Democrats passed an unapologetically progressive stimulus bill through the Senate this weekend, one that Sen. Bernie Sanders (I-VT) has called “the most significant piece of legislation to benefit working families in the modern history of this country.”
This bill would not be on the brink of becoming law if Democrats did not have a governing trifecta in the White House, the Senate, and the House. And that trifecta in turn would not have been possible were it not for the defection into the Democratic column of a particular, and perhaps surprising, demographic: suburban whites with college degrees.
These voters, once a reliably Republican constituency, switched in large numbers in 2018, handing Democrats decisive House seats in places like California’s Orange County. In 2020, they helped elevate Joe Biden to the White House by turning out for him in places like Pennsylvania’s Montgomery County.
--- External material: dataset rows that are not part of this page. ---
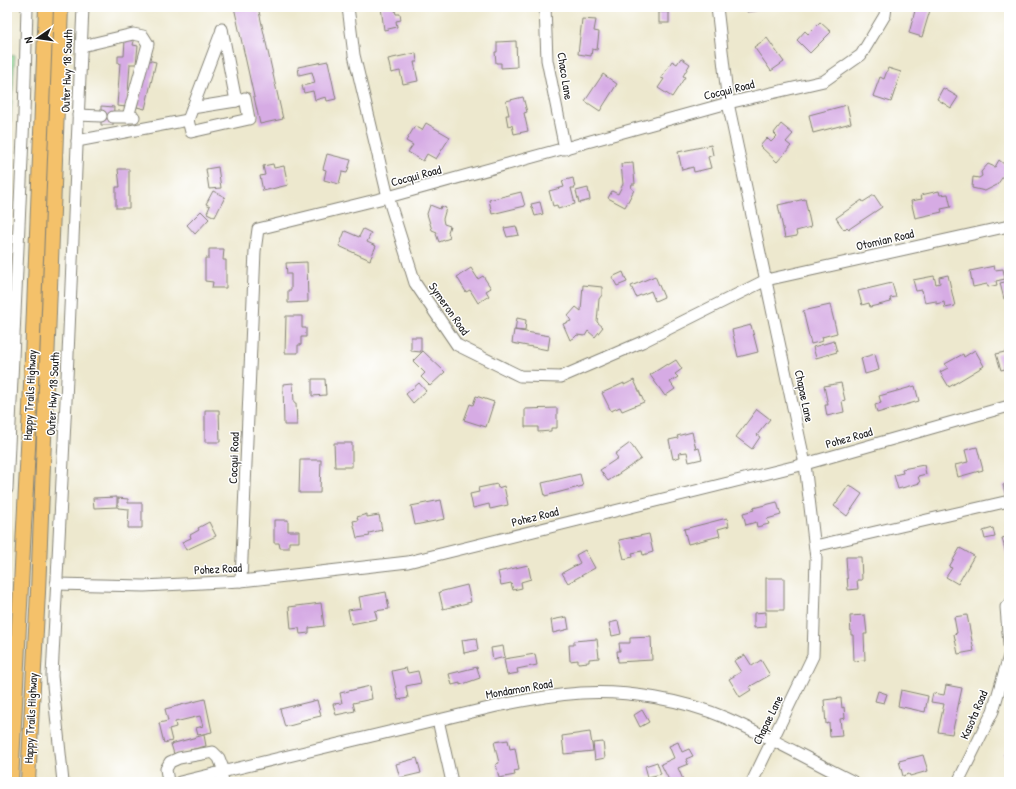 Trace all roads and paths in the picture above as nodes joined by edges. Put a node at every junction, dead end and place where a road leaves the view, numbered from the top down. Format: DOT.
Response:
graph roads {
  1 [pos="27,7"];
  2 [pos="46,7"];
  3 [pos="61,7"];
  4 [pos="83,7"];
  5 [pos="348,7"];
  6 [pos="545,7"];
  7 [pos="717,7"];
  8 [pos="886,7"];
  9 [pos="82,46"];
  10 [pos="236,101"];
  11 [pos="728,103"];
  12 [pos="192,108"];
  13 [pos="78,115"];
  14 [pos="101,116"];
  15 [pos="113,117"];
  16 [pos="128,117"];
  17 [pos="188,120"];
  18 [pos="133,132"];
  19 [pos="77,141"];
  20 [pos="564,149"];
  21 [pos="388,197"];
  22 [pos="1009,226"];
  23 [pos="766,280"];
  24 [pos="11,325"];
  25 [pos="1009,406"];
  26 [pos="805,464"];
  27 [pos="7,489"];
  28 [pos="1009,501"];
  29 [pos="814,546"];
  30 [pos="242,581"];
  31 [pos="56,584"];
  32 [pos="1009,604"];
  33 [pos="1009,645"];
  34 [pos="1009,656"];
  35 [pos="16,687"];
  36 [pos="438,720"];
  37 [pos="773,741"];
  38 [pos="223,775"];
  39 [pos="11,782"];
  40 [pos="27,782"];
  41 [pos="63,782"];
  42 [pos="168,782"];
  43 [pos="180,782"];
  44 [pos="452,782"];
  45 [pos="752,782"];
  46 [pos="854,782"];
  47 [pos="958,782"];
  1 -- 24 [label="street"];
  2 -- 35 [label="main road, Happy Trails Highway"];
  3 -- 40 [label="main road, Happy Trails Highway"];
  4 -- 9 [label="street, Outer Hwy 18 South"];
  5 -- 21 [label="street, Symeron Road"];
  6 -- 20 [label="street, Chaco Lane"];
  7 -- 11 [label="street, Chapae Lane"];
  8 -- 11 [label="street, Cocqui Road"];
  9 -- 13 [label="street, Outer Hwy 18 South"];
  9 -- 16 [label="street"];
  10 -- 12 [label="street"];
  10 -- 12 [label="street"];
  10 -- 17 [label="street"];
  11 -- 20 [label="street, Cocqui Road"];
  11 -- 23 [label="street, Chapae Lane"];
  12 -- 17 [label="street"];
  13 -- 14 [label="street"];
  13 -- 19 [label="street, Outer Hwy 18 South"];
  15 -- 16 [label="street"];
  16 -- 18 [label="street"];
  17 -- 18 [label="street"];
  18 -- 19 [label="street"];
  19 -- 31 [label="street, Outer Hwy 18 South"];
  20 -- 21 [label="street, Cocqui Road"];
  21 -- 23 [label="street, Symeron Road"];
  21 -- 30 [label="street, Cocqui Road"];
  22 -- 23 [label="street, Otomian Road"];
  23 -- 26 [label="street, Chapae Lane"];
  24 -- 27 [label="street"];
  25 -- 26 [label="street, Pohez Road"];
  26 -- 29 [label="street, Chapae Lane"];
  26 -- 30 [label="street, Pohez Road"];
  28 -- 29 [label="street"];
  29 -- 37 [label="street, Chapae Lane"];
  30 -- 31 [label="street, Pohez Road"];
  31 -- 41 [label="street, Outer Hwy 18 South"];
  32 -- 33 [label="street"];
  34 -- 47 [label="street, Kasota Road"];
  35 -- 39 [label="main road, Happy Trails Highway"];
  35 -- 40 [label="main road"];
  36 -- 37 [label="street, Mondamon Road"];
  36 -- 38 [label="street, Mondamon Road"];
  36 -- 44 [label="street"];
  37 -- 45 [label="street, Chapae Lane"];
  37 -- 46 [label="street, Mondamon Road"];
  38 -- 42 [label="street"];
  38 -- 43 [label="street, Mondamon Road"];
} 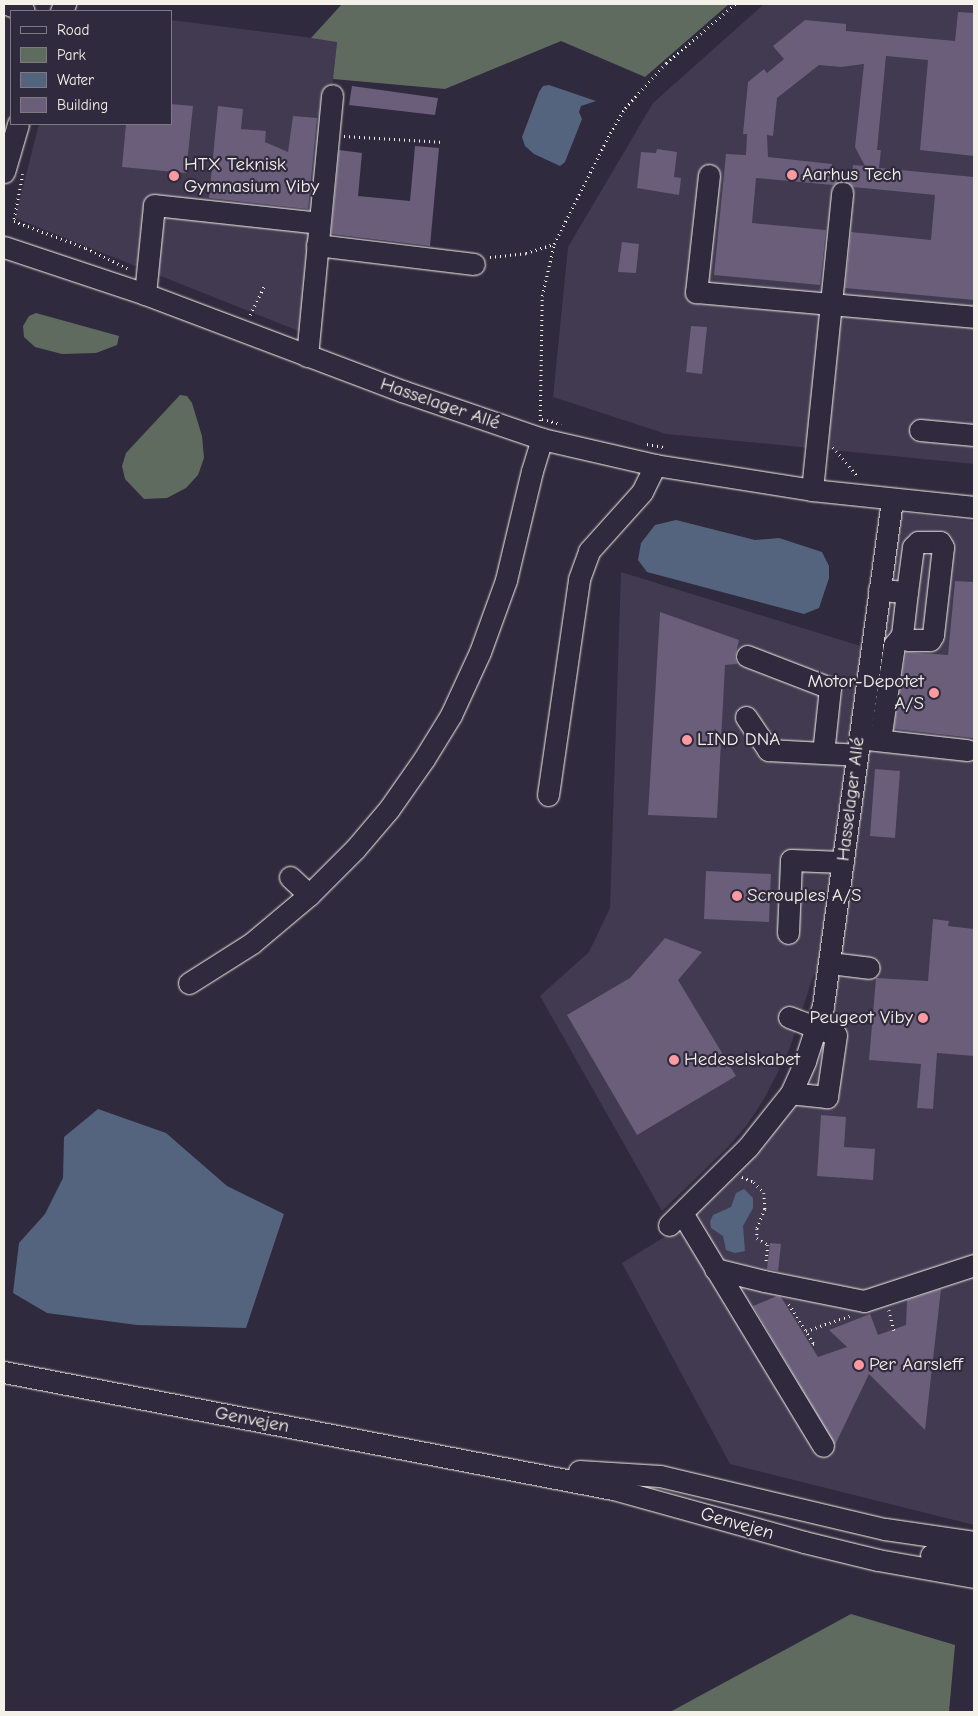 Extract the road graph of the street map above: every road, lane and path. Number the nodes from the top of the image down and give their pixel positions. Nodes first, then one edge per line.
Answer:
1 (7, 4) edge
2 (735, 4) edge
3 (22, 10) edge
4 (332, 95) dead end
5 (18, 125) edge
6 (328, 135) junction
7 (444, 142) dead end
8 (25, 168) dead end
9 (4, 172) edge
10 (709, 175) dead end
11 (842, 193) dead end
12 (319, 223) junction
13 (554, 244) junction
14 (317, 245) junction
15 (4, 247) edge
16 (474, 264) joint
17 (146, 285) junction
18 (264, 286) dead end
19 (831, 304) junction
20 (241, 313) dead end
21 (250, 316) junction
22 (974, 317) edge
23 (258, 320) dead end
24 (307, 356) junction
25 (568, 426) dead end
26 (537, 428) junction
27 (818, 430) junction
28 (920, 430) dead end
29 (974, 435) edge
30 (643, 443) dead end
31 (671, 449) dead end
32 (655, 465) junction
33 (851, 480) dead end
34 (812, 490) junction
35 (892, 500) junction
36 (974, 507) edge
37 (879, 590) junction
38 (907, 592) junction
39 (902, 635) junction
40 (747, 656) dead end
41 (746, 716) dead end
42 (880, 740) junction
43 (858, 746) junction
44 (967, 750) dead end
45 (823, 753) junction
46 (548, 795) dead end
47 (843, 862) junction
48 (290, 877) dead end
49 (309, 895) junction
50 (788, 933) dead end
51 (830, 963) junction
52 (869, 968) dead end
53 (188, 983) dead end
54 (789, 1017) dead end
55 (815, 1029) junction
56 (791, 1093) junction
57 (726, 1169) junction
58 (974, 1265) edge
59 (715, 1269) junction
60 (764, 1281) junction
61 (786, 1299) dead end
62 (811, 1345) dead end
63 (4, 1372) edge
64 (823, 1446) dead end
65 (501, 1467) junction
66 (613, 1489) junction
67 (974, 1542) edge
68 (974, 1561) edge
69 (974, 1577) edge

1 - 3 street
2 - 13 path
4 - 6 street
5 - 9 street
6 - 7 path
6 - 12 street
8 - 17 path
10 - 19 street
11 - 19 street
12 - 14 street
12 - 17 street
13 - 16 path
13 - 26 path
14 - 16 street
14 - 24 street
15 - 17 street, Hasselager Allé
17 - 24 street, Hasselager Allé
18 - 21 path
19 - 22 street
19 - 27 street
20 - 21 path
21 - 23 path
24 - 26 street, Hasselager Allé
25 - 26 path
26 - 32 street, Hasselager Allé
26 - 49 street
27 - 33 path
27 - 34 street
28 - 29 street
30 - 31 path
32 - 34 street, Hasselager Allé
32 - 46 street
34 - 35 street, Hasselager Allé
35 - 36 street, Hasselager Allé
35 - 37 street, Hasselager Allé
37 - 38 street
37 - 43 street, Hasselager Allé
38 - 39 street
38 - 39 street
39 - 42 street
40 - 45 street
41 - 45 street
42 - 43 street
42 - 44 street
43 - 45 street
43 - 47 street, Hasselager Allé
47 - 50 street
47 - 51 street, Hasselager Allé
48 - 49 street
49 - 53 street
51 - 52 street
51 - 55 street, Hasselager Allé
54 - 55 street
55 - 56 street, Hasselager Allé
55 - 56 street
56 - 57 street, Hasselager Allé
57 - 59 street, Hasselager Allé
57 - 60 path
58 - 60 street
59 - 60 street
59 - 64 street
61 - 62 path
63 - 65 street, Genvejen
65 - 66 street, Genvejen
65 - 67 street, Genvejen
66 - 68 street
66 - 69 street, Genvejen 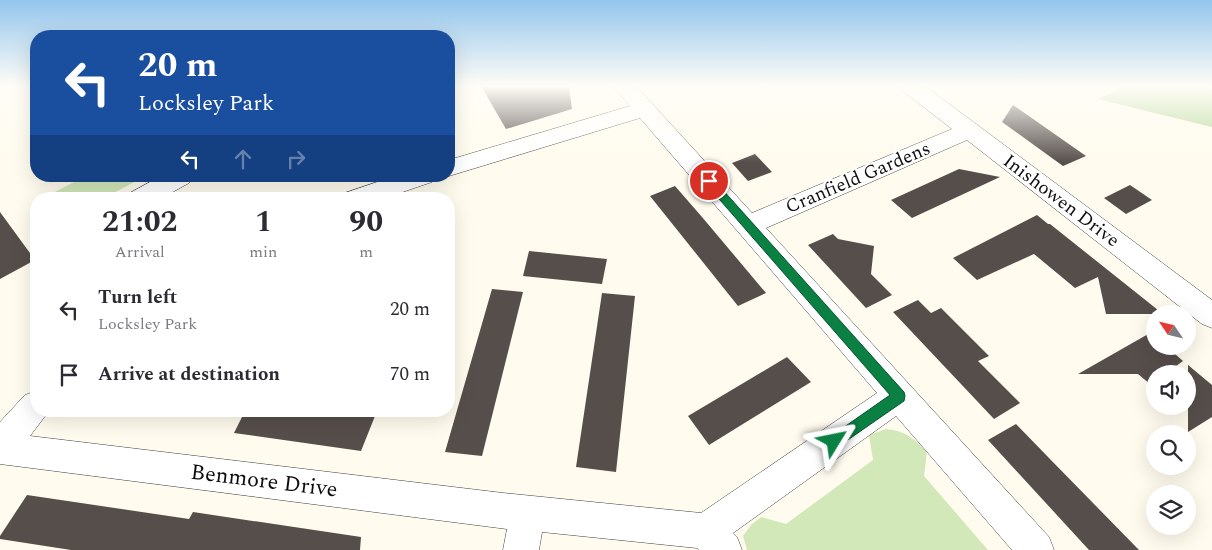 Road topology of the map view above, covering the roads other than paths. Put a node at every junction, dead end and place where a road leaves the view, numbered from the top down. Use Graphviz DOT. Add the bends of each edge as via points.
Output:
graph roads {
  1 [pos="635,112"];
  2 [pos="646,112"];
  3 [pos="943,112"];
  4 [pos="968,131"];
  5 [pos="455,166"];
  6 [pos="171,182"];
  7 [pos="405,182"];
  8 [pos="152,192"];
  9 [pos="375,192"];
  10 [pos="748,225"];
  11 [pos="1212,316"];
  12 [pos="899,396"];
  13 [pos="30,412"];
  14 [pos="0,447"];
  15 [pos="527,514"];
  16 [pos="715,541"];
  17 [pos="521,550"];
  18 [pos="1036,550"];
  1 -- 5 [label="street"];
  2 -- 10 [label="street"];
  3 -- 4 [label="street, Inishowen Drive"];
  4 -- 10 [label="street, Cranfield Gardens"];
  4 -- 11 [label="street, Inishowen Drive"];
  6 -- 8 [label="street"];
  7 -- 9 [label="street"];
  10 -- 12 [label="street"];
  12 -- 16 [label="street"];
  12 -- 18 [label="street"];
  13 -- 14 [label="street"];
  14 -- 15 [label="street, Benmore Drive"];
  15 -- 16 [label="street, Benmore Drive"];
  15 -- 17 [label="street"];
} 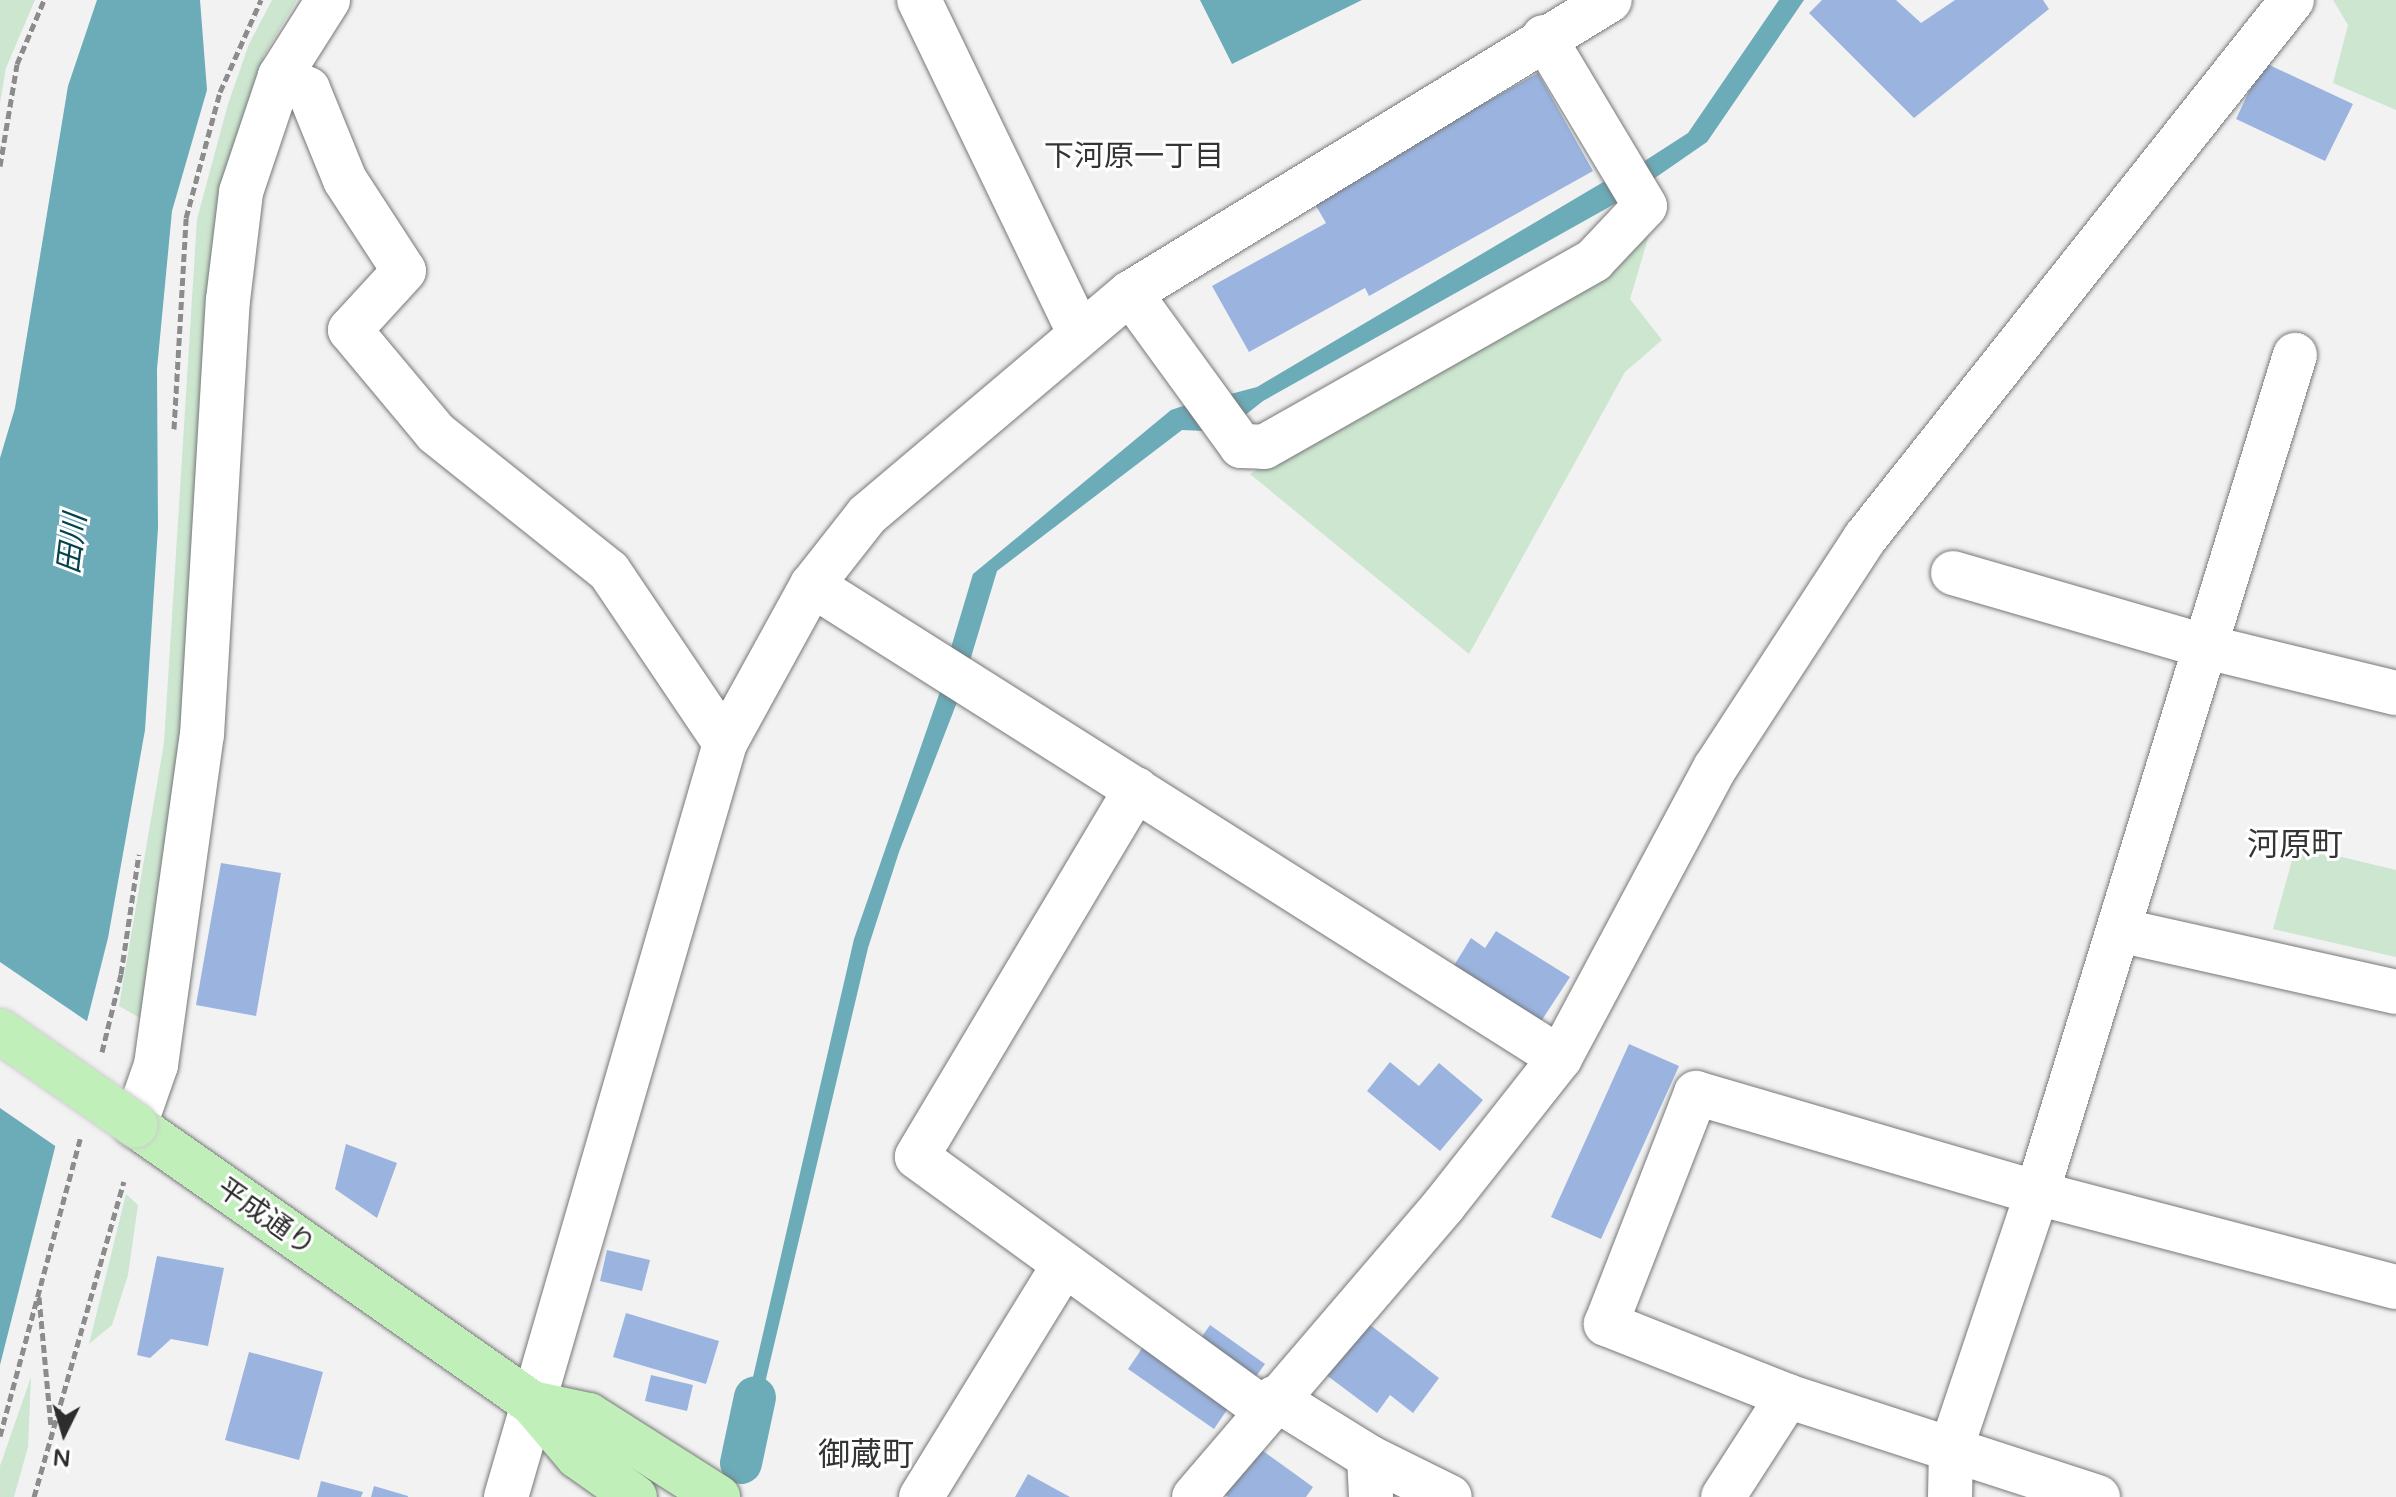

Despite the obvious political benefits of the suburban shift, some on the broader left see it as a Pyrrhic victory, one that will produce a Democratic Party that is inhospitable to working-class voters and that, as a result, embraces a policy agenda that favors the interests of the wealthy.
Greg Sargent/WaPo:
The GOP scam is getting worse — for Republican voters. A new study shows how.
“Red America is falling farther behind, but the politicians who represent it at all levels have gotten more unified on an economic agenda that hurts the people who live there,” Jacob Hacker, the Yale political scientist who co-authored the analysis, told me.
…
For decades throughout the 20th century, it notes, the industrial economy — combined with large federal expenditures, particularly in the South — drove a “great economic convergence,” in which poorer states steadily caught up with better-off ones.
But more recently, the development of the knowledge economy, whose benefits are largely concentrated in cosmopolitan hubs, has reversed this trend. Meanwhile, in many red states — mostly in the South — the model of weak unions and low wages, which made them competitive for business inside the national market, is faltering in the face of globalized production.
“Blue America is increasingly buoyed by the knowledge economy,” the analysis concludes, while “red America is struggling to find a viable growth model for the twenty-first century.”
How did this happen? A big part of the problem, the authors argue, is conservative governance.
Daily Beast:
Inside Team Trump’s New Plot to Suppress the Vote Under Biden
Donald Trump has made it clear that he wants election crackdowns to emerge as one of the defining legacies of his post-presidency, having failed to cling to power during Republicans’ anti-democratic blitz during and following the 2020 race. And various GOP lawmakers and some of the ex-president’s most prominent allies are lining up to assist him, as Democrats watch in horror and strategize their counter-offensives.
These national and state policy battles have rapidly developed into one of the most critical partisan fights of Joe Biden’s young presidency, with both parties viewing the outcomes as increasingly vital to their survival and future dominance at the ballot box.